Limitations and directions for future research

When interpreting the findings of the current study, some limitations should be taken into account. Firstly, the sample size was quite low, although larger than in previous studies with similar methodologies (Du & List, 2020; Solé et al., 2013). For that reason, it was not allowed to run more complex analysis. Nevertheless, the sample size was appropriate for the statistical analysis performed in this study. As we provided evidence supporting the relevance of recursivity, future research should further investigate it.

Secondly, recursivity was associated with strategic reading but not with strategies implemented while writing. This was done as think-aloud is a methodology validated for reading but not for writing. The use of retrospective think-aloud protocols may address this issue (although participants do not always recall correctly what they were thinking).

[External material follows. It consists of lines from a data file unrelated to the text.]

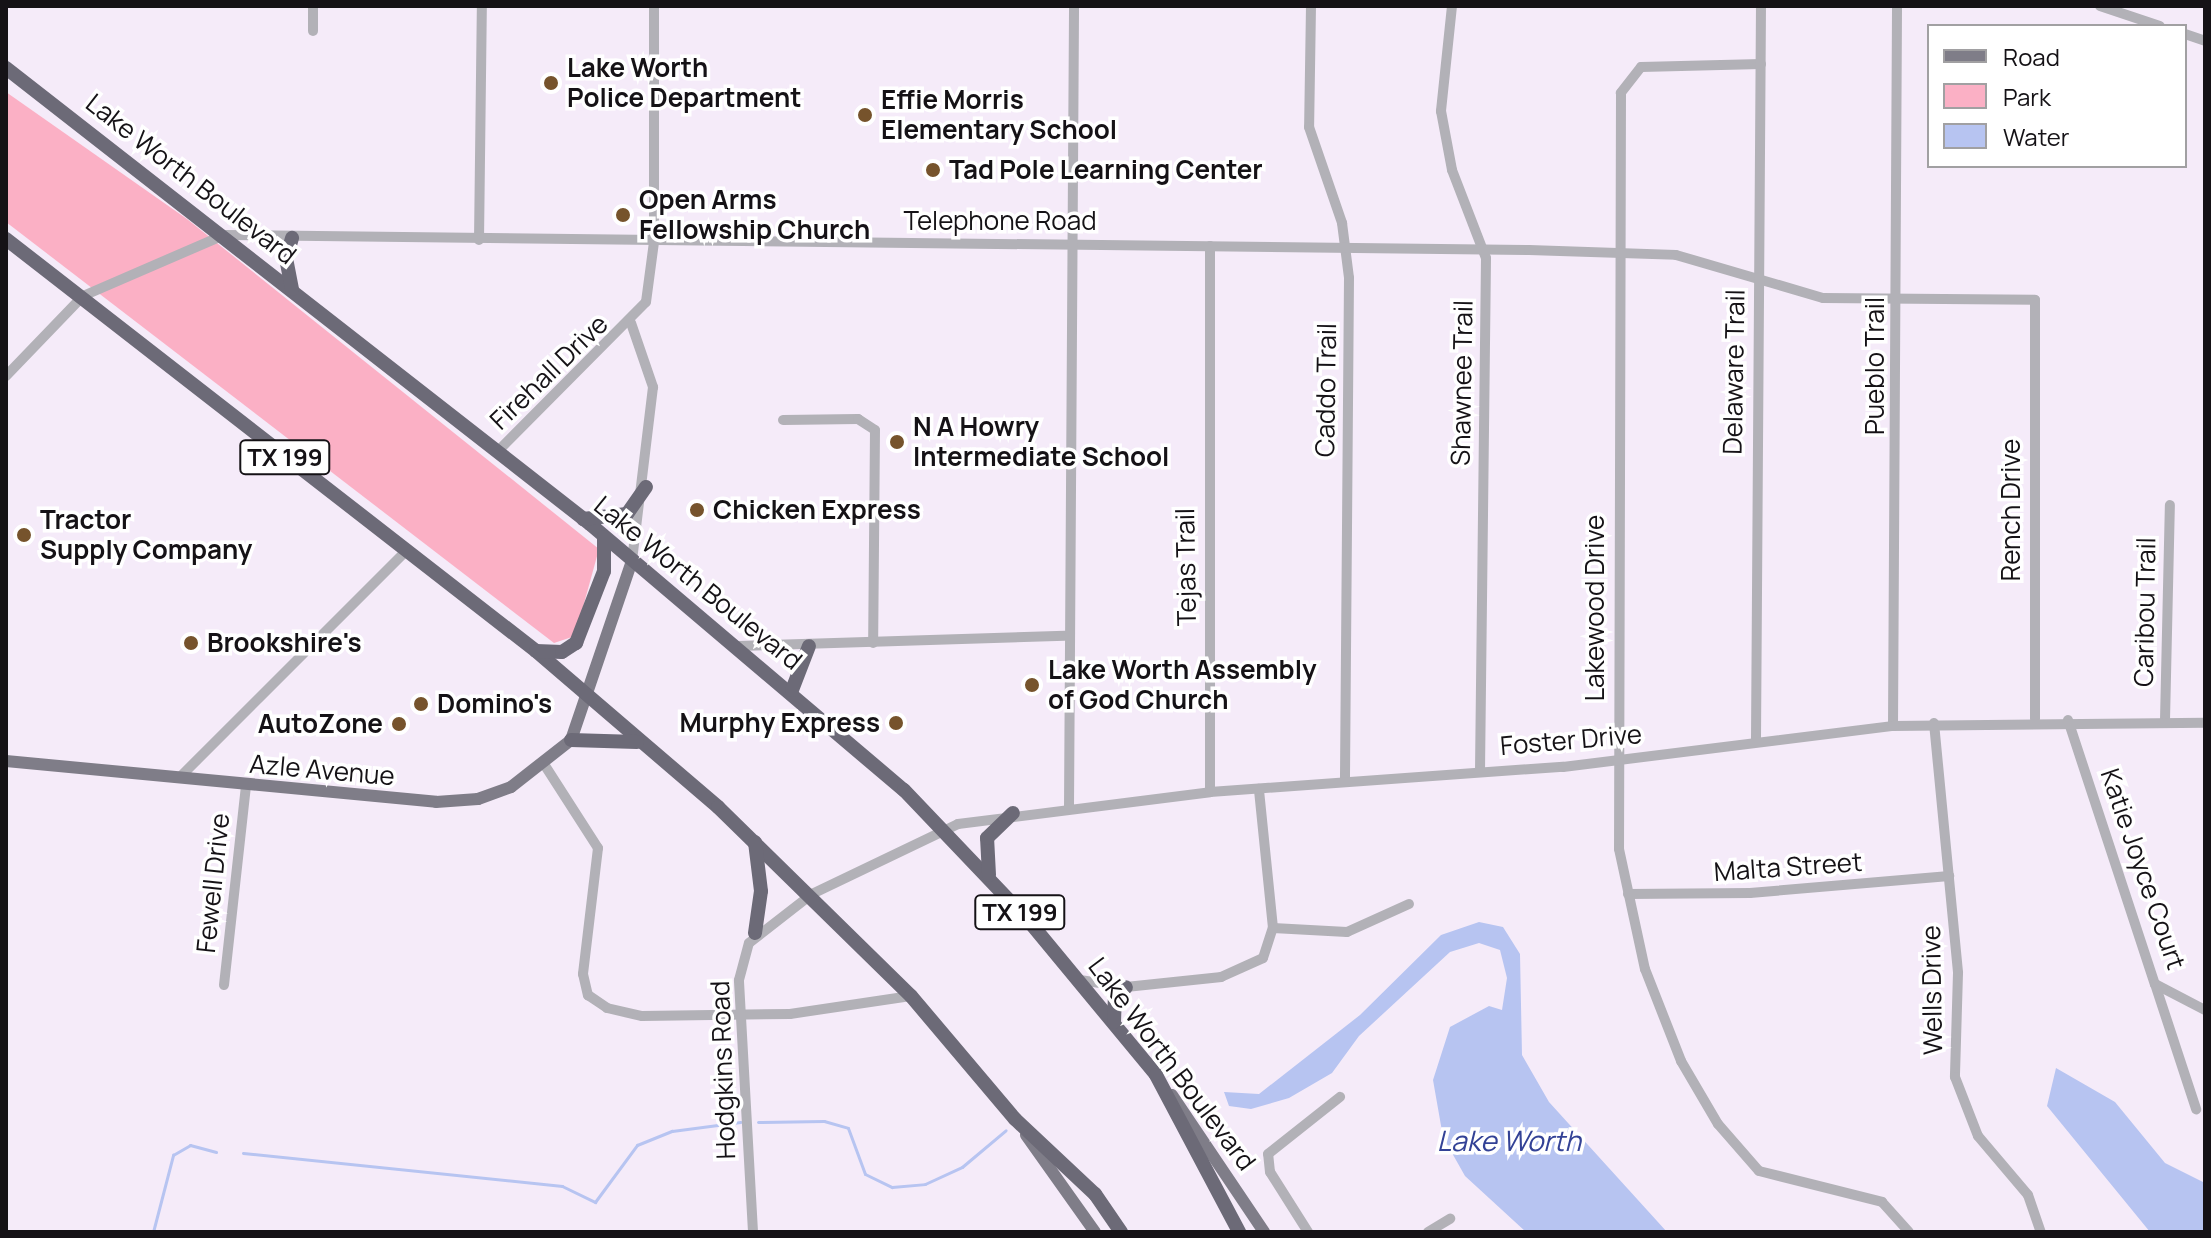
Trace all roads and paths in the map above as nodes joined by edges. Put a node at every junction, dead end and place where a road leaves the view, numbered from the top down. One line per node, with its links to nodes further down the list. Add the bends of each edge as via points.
1 (313, 6): 11 (street)
2 (482, 6): 17 (street)
3 (654, 6): 18 (street)
4 (1074, 6): 19 (street)
5 (1311, 6): 21 (street, Caddo Trail, via 1309,127)
6 (1452, 6): 22 (street, Shawnee Trail, via 1441,111 1452,170)
7 (1761, 6): 12 (street, Delaware Trail)
8 (1897, 6): 28 (street, Pueblo Trail)
9 (2100, 6): 10 (street)
10 (2154, 24)
11 (313, 31)
12 (1761, 64): 23 (street, Lakewood Drive, via 1669,62 1641,67 1625,82); 24 (street, Delaware Trail)
13 (6, 68): 14 (highway, Lake Worth Boulevard / TX 199)
14 (224, 235): 15 (street, Telephone Road); 25 (highway, Lake Worth Boulevard / TX 199); 26 (street, Telephone Road)
15 (292, 238): 17 (street, Telephone Road); 25 (highway, via 286,259)
16 (6, 239): 26 (highway, TX 199)
17 (479, 240): 18 (street, Telephone Road)
18 (654, 242): 19 (street, Telephone Road); 29 (street, via 646,302)
19 (1072, 242): 20 (street, Telephone Road); 39 (street)
20 (1210, 246): 21 (street, Telephone Road); 63 (street, Tejas Trail)
21 (1346, 248): 22 (street, Telephone Road); 60 (street, Caddo Trail)
22 (1485, 251): 23 (street, Telephone Road); 58 (street, Shawnee Trail)
23 (1622, 255): 24 (street, Telephone Road, via 1676,255); 55 (street, Lakewood Drive)
24 (1758, 278): 28 (street, Telephone Road, via 1823,298); 52 (street, Delaware Trail)
25 (292, 289): 32 (highway, Lake Worth Boulevard / TX 199)
26 (83, 296): 30 (street, Telephone Road); 37 (highway, TX 199)
27 (2035, 300): 28 (street, Telephone Road); 46 (street, Rench Drive)
28 (1898, 301): 51 (street, Pueblo Trail)
29 (631, 323): 32 (street, Firehall Drive); 33 (street, via 653,372)
30 (6, 376)
31 (783, 420): 40 (street, via 858,419 875,430)
32 (497, 452): 35 (highway, Lake Worth Boulevard / TX 199)
33 (646, 487): 35 (highway, via 627,514); 38 (street)
34 (2170, 505): 48 (street, Caribou Trail)
35 (583, 519): 36 (highway, Lake Worth Boulevard / TX 199)
36 (604, 537): 38 (highway, Lake Worth Boulevard / TX 199); 43 (highway, via 604,571 576,643 562,652)
37 (405, 552): 43 (highway, TX 199); 59 (street)
38 (632, 561): 41 (highway, Lake Worth Boulevard / TX 199); 45 (main road, Azle Avenue)
39 (1065, 636): 40 (street); 64 (street)
40 (873, 643): 42 (street)
41 (738, 646): 42 (street); 44 (highway, Lake Worth Boulevard / TX 199)
42 (809, 646): 44 (highway)
43 (536, 651): 45 (highway, TX 199)
44 (792, 690): 66 (highway, Lake Worth Boulevard / TX 199)
45 (589, 699): 53 (main road, Azle Avenue); 54 (highway, TX 199)
46 (2035, 719): 47 (street, Foster Drive); 49 (street, Foster Drive)
47 (2068, 720): 48 (street, Foster Drive); 76 (street, Katie Joyce Court)
48 (2165, 720): 50 (street, Foster Drive)
49 (1934, 723): 51 (street, Foster Drive); 68 (street, Wells Drive)
50 (2205, 723)
51 (1893, 726): 52 (street, Foster Drive)
52 (1756, 739): 55 (street, Foster Drive)
53 (571, 740): 54 (highway, via 604,736); 57 (main road, Azle Avenue)
54 (643, 744): 67 (highway, TX 199)
55 (1616, 760): 58 (street, Foster Drive); 71 (street, Lakewood Drive)
56 (6, 761): 59 (main road, Azle Avenue)
57 (544, 764): 61 (main road, Azle Avenue, via 478,799 436,802); 81 (street, via 598,848 583,974 588,995 642,1016)
58 (1480, 770): 60 (street, Foster Drive)
59 (179, 778): 61 (main road, Azle Avenue)
60 (1345, 780): 62 (street, Foster Drive)
61 (246, 785): 77 (street, Fewell Drive)
62 (1259, 789): 63 (street, Foster Drive); 73 (street)
63 (1210, 792): 64 (street, Foster Drive)
64 (1069, 807): 65 (street, Foster Drive)
65 (1013, 813): 66 (street, Foster Drive); 69 (highway, via 987,838)
66 (943, 830): 69 (highway, Lake Worth Boulevard / TX 199); 70 (street)
67 (755, 842): 70 (highway, TX 199); 74 (highway, via 761,891)
68 (1949, 876): 71 (street, Malta Street); 96 (street, Wells Drive, via 1958,973 1955,1077 1978,1136 2028,1195)
69 (990, 880): 75 (highway, Lake Worth Boulevard / TX 199)
70 (812, 894): 74 (street); 79 (highway, TX 199)
71 (1628, 894): 95 (street, Lakewood Drive, via 1645,969 1681,1061 1742,1155 1768,1175 1882,1202)
72 (1409, 904): 73 (street, via 1347,932)
73 (1273, 928): 78 (street, via 1263,958 1231,974)
74 (755, 933): 81 (street, Hodgkins Road, via 742,961)
75 (1080, 980): 78 (street); 82 (highway, Lake Worth Boulevard / TX 199)
76 (2155, 984): 80 (street, Katie Joyce Court); 85 (street)
77 (224, 985)
78 (1126, 987): 82 (highway, via 1115,999)
79 (911, 996): 81 (street); 86 (highway, TX 199)
80 (2205, 1010)
81 (740, 1016): 88 (street, Hodgkins Road)
82 (1114, 1023): 83 (highway, Lake Worth Boulevard / TX 199)
83 (1156, 1075): 91 (highway, TX 199); 92 (main road, Lake Worth Boulevard / TX 199)
84 (1340, 1097): 93 (street, via 1268,1154 1270,1172)
85 (2196, 1109)
86 (1015, 1119): 89 (main road, TX 199); 90 (highway, TX 199, via 1095,1194)
87 (1450, 1219): 94 (street)
88 (753, 1232)
89 (1095, 1232)
90 (1121, 1232)
91 (1239, 1232)
92 (1264, 1232)
93 (1308, 1232)
94 (1428, 1232)
95 (1909, 1232)
96 (2041, 1232)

Moreover, we used Inputlog only when writing and not when reading not to overload participants, but in future the reading and writing activities should be studied more in terms of a flow of interweaved processes and activate Inputlog and or think-aloud from when they start reading to when they finish writing.

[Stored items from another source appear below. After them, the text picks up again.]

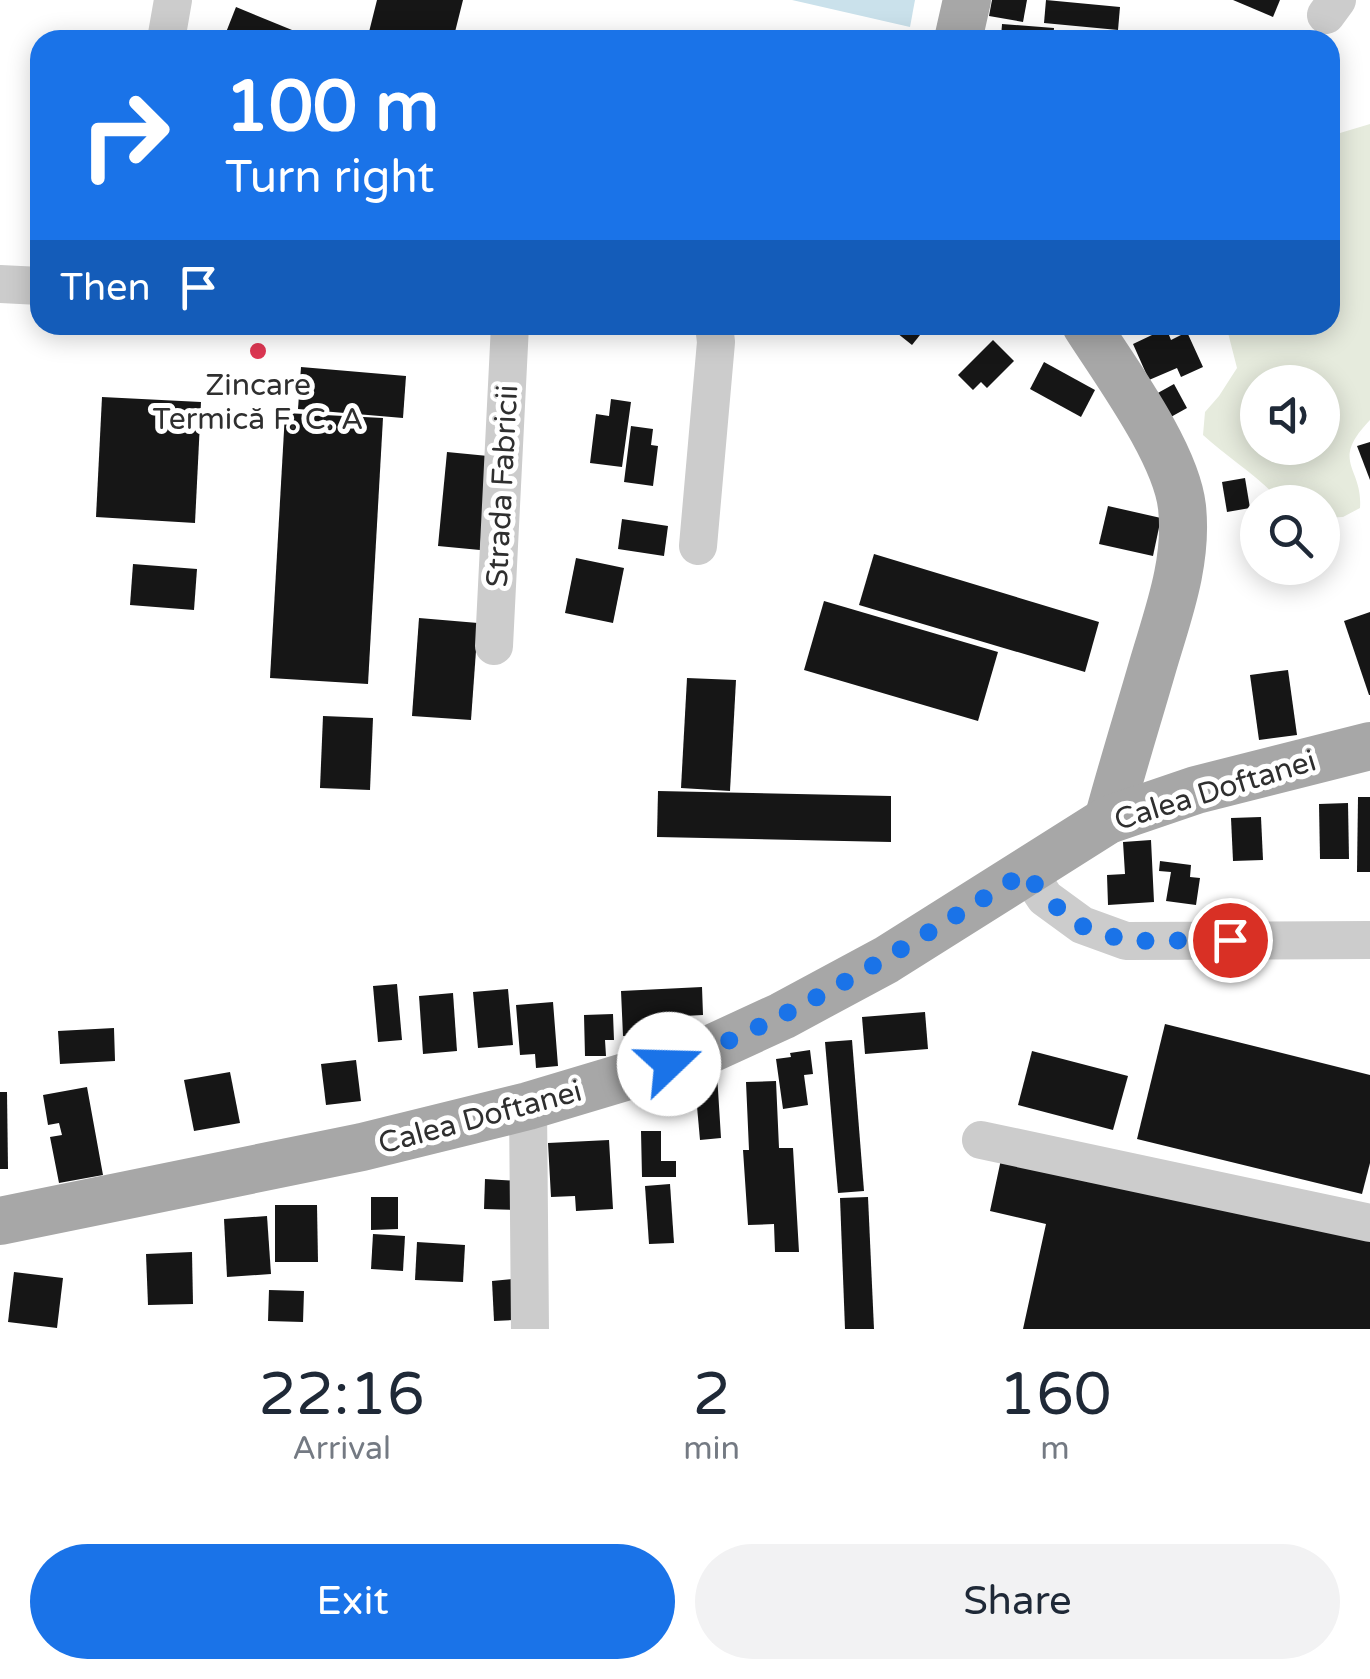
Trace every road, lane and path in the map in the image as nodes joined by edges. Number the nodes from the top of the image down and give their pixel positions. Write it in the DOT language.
graph roads {
  1 [pos="173,0"];
  2 [pos="967,0"];
  3 [pos="168,30"];
  4 [pos="960,30"];
  5 [pos="0,284"];
  6 [pos="30,286"];
  7 [pos="510,335"];
  8 [pos="715,335"];
  9 [pos="1092,335"];
  10 [pos="698,546"];
  11 [pos="494,646"];
  12 [pos="1370,746"];
  13 [pos="1108,820"];
  14 [pos="1026,872"];
  15 [pos="1370,940"];
  16 [pos="528,1106"];
  17 [pos="980,1140"];
  18 [pos="0,1221"];
  19 [pos="1370,1223"];
  20 [pos="530,1329"];
  1 -- 3 [label="street"];
  2 -- 4 [label="main road"];
  5 -- 6 [label="street"];
  7 -- 11 [label="street, Strada Fabricii"];
  8 -- 10 [label="street"];
  9 -- 13 [label="main road"];
  12 -- 13 [label="main road, Calea Doftanei"];
  13 -- 14 [label="main road, Calea Doftanei"];
  14 -- 15 [label="street"];
  14 -- 16 [label="main road, Calea Doftanei"];
  16 -- 18 [label="main road, Calea Doftanei"];
  16 -- 20 [label="street"];
  17 -- 19 [label="street"];
}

Thirdly, working memory, along with several other individual differences, may have influenced learners’ performances (e.g., the free recall measure or the actual need for recursivity). Given that the present research design does not allow us to assess working memory, future studies should investigate the influence of working memory on recursivity.

Conclusions

Recursivity is a behavior that can be tracked with softwares such as Inputlog. Thus, it represents a good candidate for being a learning analytics associated with quality of writing. As the reliance on online platforms to support learning processes is increasing, there is a high demand for automated assessments of writing products and processes (Strobl et al., 2019). Recursivity may be tracked to provide feedback to students as they progress in their writing. For instance, students displaying a low level of recursivity may receive a warning to go back to sources while writing, to support either planning, composing, or revising.

Importantly, the qualitative analysis of two writers suggests that high- versus low-recursive writers seem to address the task with different approaches. Good writers refer more often to sources at the beginning of the process, whereas in both cases they go back to sources in the middle part of the process. Our study suggests that more research is needed to investigate what good writers do in the initial stages of writing.

In the current society, citizens need to deal with information from different sources on a controversial topic and they should be able to express their own view in writing. Given that recursivity is a central element when composing a source-based text, students need evidence-based instruction which marks the role of it (Castells et al., 2022; van Ockenburg et al., 2019). In order to develop such instruction, it is of utmost importance to gain a better understanding of recursion processes. Past studies have shown that instruction may improve recursivity (Tarchi & Villalón, 2022). However, insights obtained from this study could provide valuable input to develop interventions aimed at supporting students’ source-based writing and, more in particular, the recursive process. More research on how recursivity is developed and promoted should be carried out, but this study is a first step.